They’ve done it again:

A chaplain at Hospice by the Sea in Boca Raton has resigned, she says, over a ban on use of the words “God” or “Lord” in public settings.

Chaplains still speak freely of the Almighty in private sessions with patients or families but, the Rev. Mirta Signorelli said: “I can’t do chaplain’s work if I can’t say ‘God’ – if I’m scripted.”

Hospice CEO Paula Alderson said the ban on religious references applies only to the inspirational messages that chaplains deliver in staff meetings.
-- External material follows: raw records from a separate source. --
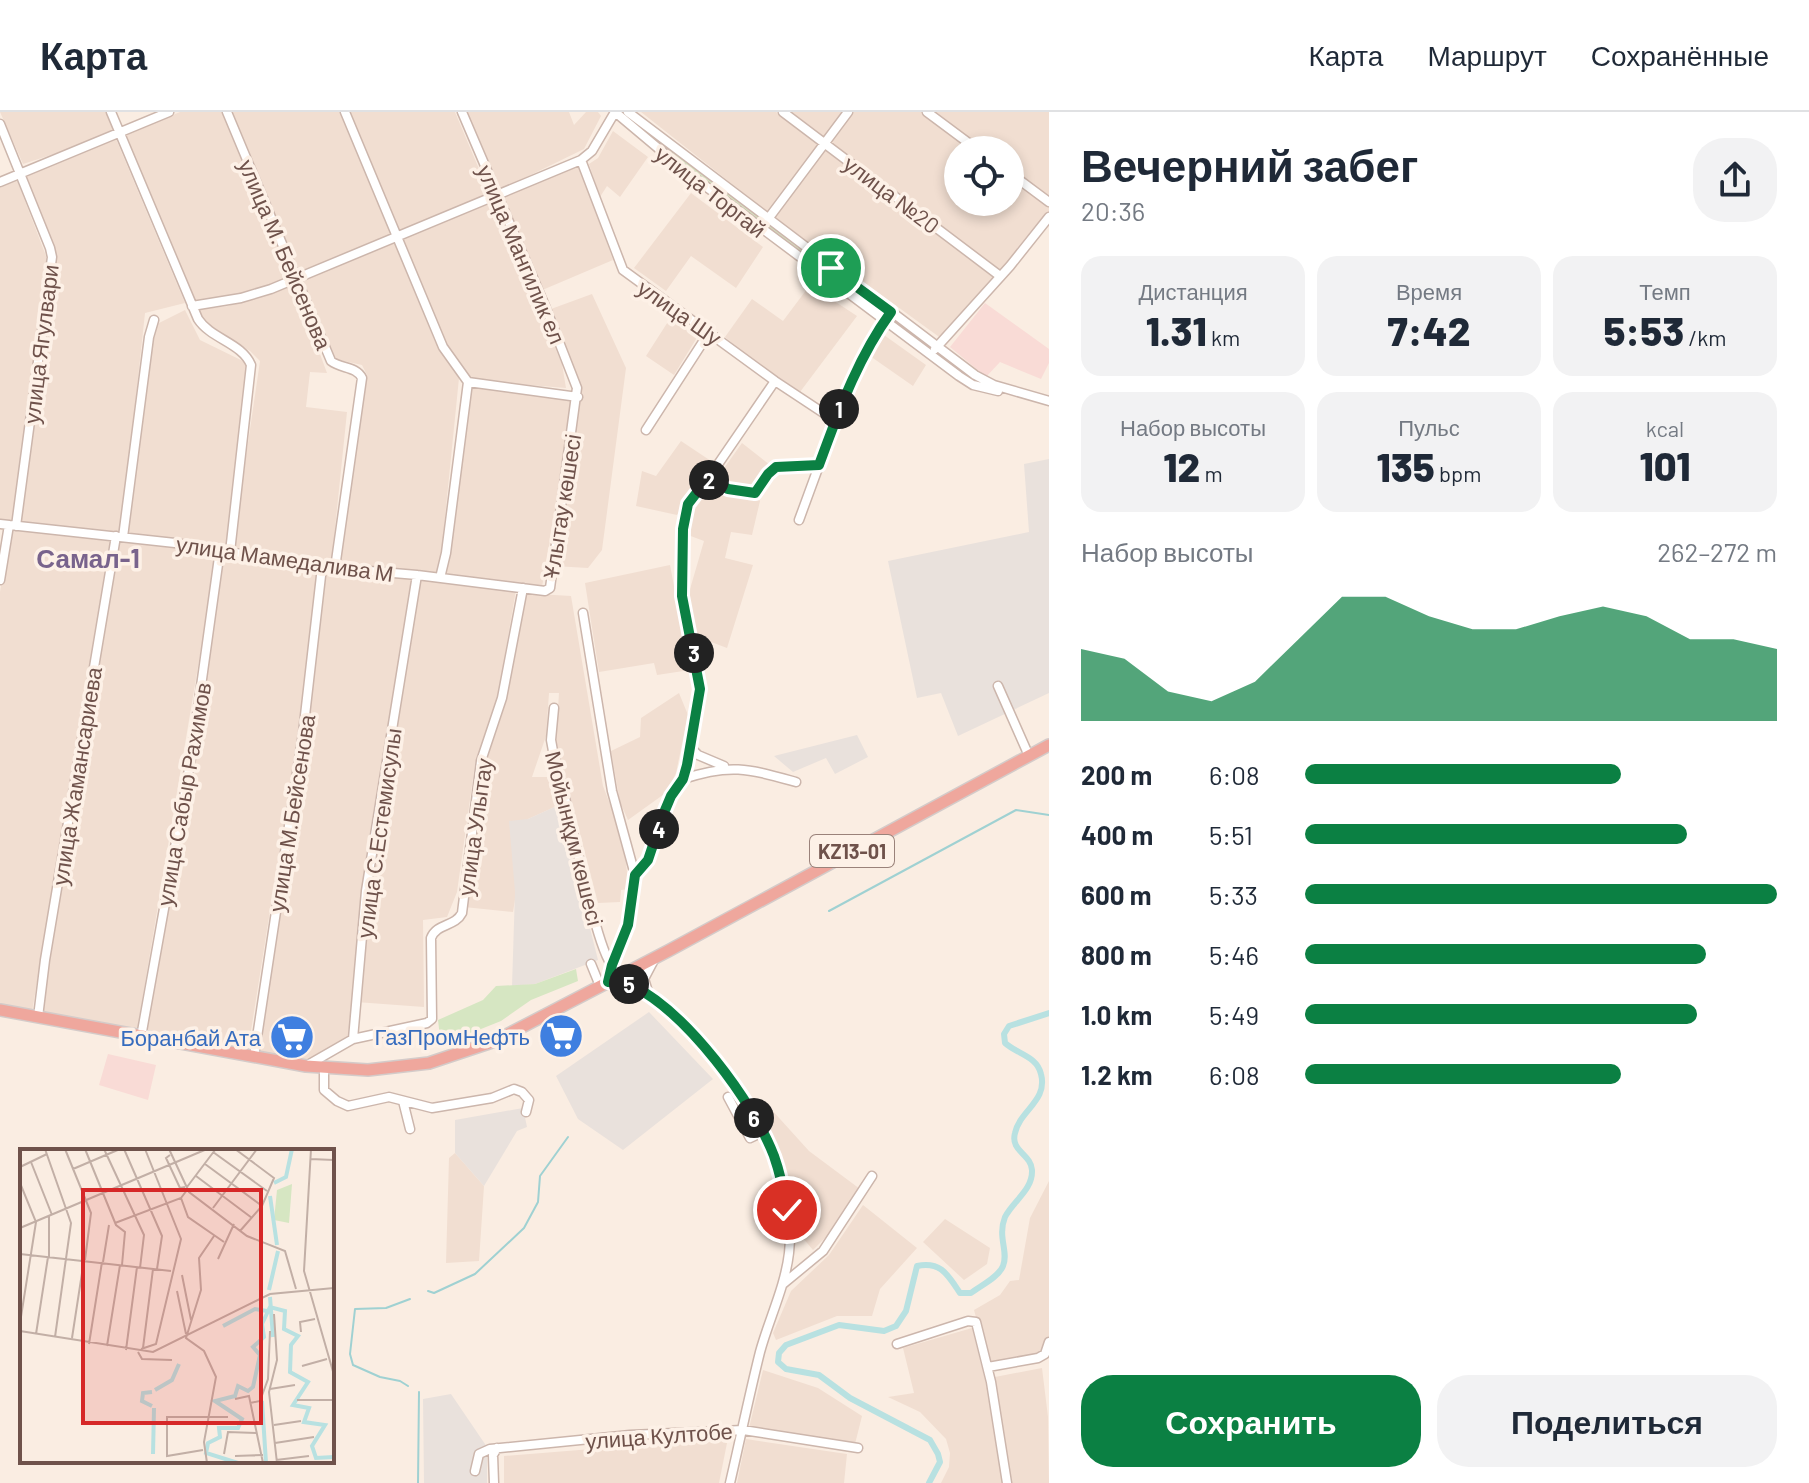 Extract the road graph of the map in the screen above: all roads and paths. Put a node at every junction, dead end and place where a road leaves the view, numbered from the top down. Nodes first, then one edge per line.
1 (111, 112) edge
2 (169, 112) edge
3 (227, 112) edge
4 (345, 112) edge
5 (462, 112) edge
6 (615, 112) edge
7 (628, 112) edge
8 (783, 112) edge
9 (848, 112) edge
10 (927, 112) edge
11 (0, 124) edge
12 (120, 133) junction
13 (959, 136) edge
14 (825, 143) junction
15 (581, 160) junction
16 (20, 173) junction
17 (0, 182) edge
18 (1024, 183) edge
19 (496, 193) junction
20 (1049, 202) edge
21 (1049, 217) edge
22 (768, 219) junction
23 (398, 237) junction
24 (1000, 276) junction
25 (297, 278) junction
26 (192, 306) junction
27 (891, 312) junction
28 (154, 320) dead end
29 (884, 321) junction
30 (710, 331) junction
31 (937, 346) junction
32 (929, 355) junction
33 (775, 381) junction
34 (468, 382) junction
35 (1010, 390) junction
36 (578, 397) junction
37 (1049, 401) edge
38 (834, 420) junction
39 (646, 430) dead end
40 (819, 465) junction
41 (708, 478) junction
42 (799, 520) dead end
43 (8, 525) edge
44 (119, 537) junction
45 (220, 550) junction
46 (230, 552) junction
47 (322, 567) junction
48 (335, 568) junction
49 (417, 575) junction
50 (440, 578) junction
51 (0, 580) edge
52 (523, 588) junction
53 (583, 613) dead end
54 (998, 686) dead end
55 (554, 708) dead end
56 (1049, 745) edge
57 (690, 747) junction
58 (1029, 756) junction
59 (729, 768) junction
60 (683, 779) junction
61 (796, 782) dead end
62 (635, 875) junction
63 (656, 957) junction
64 (591, 964) dead end
65 (612, 965) junction
66 (604, 984) junction
67 (651, 999) junction
68 (0, 1010) edge
69 (38, 1017) junction
70 (141, 1037) junction
71 (353, 1039) junction
72 (254, 1057) junction
73 (306, 1066) junction
74 (324, 1068) junction
75 (728, 1097) dead end
76 (403, 1108) junction
77 (526, 1112) dead end
78 (410, 1129) dead end
79 (763, 1132) junction
80 (872, 1176) dead end
81 (782, 1284) junction
82 (1049, 1342) edge
83 (897, 1344) dead end
84 (988, 1367) junction
85 (743, 1430) junction
86 (497, 1448) junction
87 (858, 1448) dead end
88 (475, 1471) dead end
89 (494, 1483) edge
90 (730, 1483) edge
91 (1007, 1483) edge

1 - 12 street
2 - 12 street
3 - 25 street, улица М. Бейсенова
4 - 23 street
5 - 19 street, улица Мангилик ел
6 - 15 street
6 - 29 street, улица Торгай
7 - 22 street, улица Торгай
8 - 14 street, улица №20
9 - 14 street
10 - 13 street
11 - 16 street, улица Ягулвари
12 - 16 street
12 - 26 street
14 - 22 street
14 - 24 street, улица №20
15 - 19 street
15 - 30 street, улица Шу
16 - 17 street
16 - 43 street, улица Ягулвари
18 - 20 street
19 - 23 street
19 - 36 street, улица Мангилик ел
21 - 24 street
22 - 27 street, улица Торгай
23 - 25 street
23 - 34 street
24 - 31 street
25 - 26 street
25 - 48 street, улица М. Бейсенова
26 - 46 street
27 - 29 street
27 - 31 street, улица Торгай
28 - 44 street, улица Жамансариева
29 - 32 street, улица Торгай
29 - 38 street
30 - 33 street, улица Шу
30 - 39 street
31 - 32 street
31 - 35 street, улица Торгай
32 - 35 street, улица Торгай
33 - 38 street, улица Шу
33 - 41 street, Мойынқұм көшесі
34 - 36 street
34 - 50 street
35 - 37 street, улица Торгай
36 - 52 street, Ұлытау көшесі
38 - 40 street
40 - 41 street
40 - 42 street
41 - 57 street, Мойынқұм көшесі
43 - 44 street, улица Мамедалива М
43 - 51 street, улица Ягулвари
44 - 45 street, улица Мамедалива М
44 - 69 street, улица Жамансариева
45 - 46 street, улица Мамедалива М
45 - 70 street, улица Сабыр Рахимов
46 - 47 street, улица Мамедалива М
47 - 48 street, улица Мамедалива М
47 - 72 street, улица М.Бейсенова
48 - 49 street, улица Мамедалива М
49 - 50 street, улица Мамедалива М
49 - 71 street, улица С.Естемисулы
50 - 52 street, улица Мамедалива М
52 - 71 street, улица Улытау
53 - 62 street
54 - 58 street
55 - 65 street, Мойынқұм көшесі
56 - 58 highway, KZ13-01
57 - 59 street
57 - 60 street, Мойынқұм көшесі
58 - 63 highway, KZ13-01
59 - 60 street
59 - 61 street
60 - 62 street, Мойынқұм көшесі
62 - 65 street, Мойынқұм көшесі
63 - 66 highway, KZ13-01
63 - 67 street
64 - 66 street
65 - 66 street, Мойынқұм көшесі
66 - 67 street
66 - 74 highway, KZ13-01
67 - 79 street
68 - 69 highway, KZ13-01
69 - 70 highway, KZ13-01
70 - 72 highway, KZ13-01
71 - 73 street
72 - 73 highway, KZ13-01
73 - 74 highway, KZ13-01
74 - 76 street
75 - 79 street
76 - 77 street
76 - 78 street
79 - 81 street
80 - 81 street
81 - 85 street
82 - 84 street
83 - 84 street
84 - 91 street
85 - 86 street, улица Култобе
85 - 87 street, улица Култобе
85 - 90 street
86 - 88 street
86 - 89 street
The hospice remains fully comfortable with ministers, priests and rabbis offering religious counsel to the dying and grieving.

Although it’s another one of those sad “culture wars” kinds of things, it’s also a lesson in absurdity from a place where absurdity is a way of life.

During World War I, the French, in the secularist fit that followed l’affaire Dreyfus, abolished the chaplaincy in the military that went “over the top.”  There were Roman Catholic priests and other clergy serving, but they served as regular soldiers, officiating unofficially.  And there was plenty of dying going on, to be sure.

In South Florida we have the mirror image of this, the ridiculous spectacle of an institution hiring chaplains but turning around and prohibiting their use of “God” or “Lord.”  Worse, out of the seven chaplains working at this place, the other six went along with this!  Who needs a chaplain without God?  (BTW, that’s one reason why I left TEC, it didn’t make sense going to the trouble of being in an institution where the belief in a real God was so tenuous.)